— WHAT YOU ARE ASKED TO DO —
Each record should be retyped word for word.

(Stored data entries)

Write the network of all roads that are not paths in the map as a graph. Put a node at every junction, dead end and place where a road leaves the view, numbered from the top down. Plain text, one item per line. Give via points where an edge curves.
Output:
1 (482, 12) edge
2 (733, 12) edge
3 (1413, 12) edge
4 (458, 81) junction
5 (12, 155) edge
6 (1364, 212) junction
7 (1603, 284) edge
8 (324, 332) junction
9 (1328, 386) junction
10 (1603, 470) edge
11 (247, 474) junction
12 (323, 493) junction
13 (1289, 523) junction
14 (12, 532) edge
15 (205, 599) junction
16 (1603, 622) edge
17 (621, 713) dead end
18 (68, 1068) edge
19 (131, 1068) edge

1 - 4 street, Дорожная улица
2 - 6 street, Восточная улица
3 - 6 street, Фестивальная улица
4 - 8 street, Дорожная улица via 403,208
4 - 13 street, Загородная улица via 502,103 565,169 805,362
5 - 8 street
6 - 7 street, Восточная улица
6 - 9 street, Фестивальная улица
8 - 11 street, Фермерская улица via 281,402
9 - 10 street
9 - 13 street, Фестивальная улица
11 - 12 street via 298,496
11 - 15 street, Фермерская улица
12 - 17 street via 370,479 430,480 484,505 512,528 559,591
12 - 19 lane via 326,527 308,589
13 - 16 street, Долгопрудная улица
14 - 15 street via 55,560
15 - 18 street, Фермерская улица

— OUTPUT FOR THIS EXERCISE —
Write the network of all roads that are not paths in the map as a graph. Put a node at every junction, dead end and place where a road leaves the view, numbered from the top down. Plain text, one item per line. Give via points where an edge curves.
Output:
1 (482, 12) edge
2 (733, 12) edge
3 (1413, 12) edge
4 (458, 81) junction
5 (12, 155) edge
6 (1364, 212) junction
7 (1603, 284) edge
8 (324, 332) junction
9 (1328, 386) junction
10 (1603, 470) edge
11 (247, 474) junction
12 (323, 493) junction
13 (1289, 523) junction
14 (12, 532) edge
15 (205, 599) junction
16 (1603, 622) edge
17 (621, 713) dead end
18 (68, 1068) edge
19 (131, 1068) edge

1 - 4 street, Дорожная улица
2 - 6 street, Восточная улица
3 - 6 street, Фестивальная улица
4 - 8 street, Дорожная улица via 403,208
4 - 13 street, Загородная улица via 502,103 565,169 805,362
5 - 8 street
6 - 7 street, Восточная улица
6 - 9 street, Фестивальная улица
8 - 11 street, Фермерская улица via 281,402
9 - 10 street
9 - 13 street, Фестивальная улица
11 - 12 street via 298,496
11 - 15 street, Фермерская улица
12 - 17 street via 370,479 430,480 484,505 512,528 559,591
12 - 19 lane via 326,527 308,589
13 - 16 street, Долгопрудная улица
14 - 15 street via 55,560
15 - 18 street, Фермерская улица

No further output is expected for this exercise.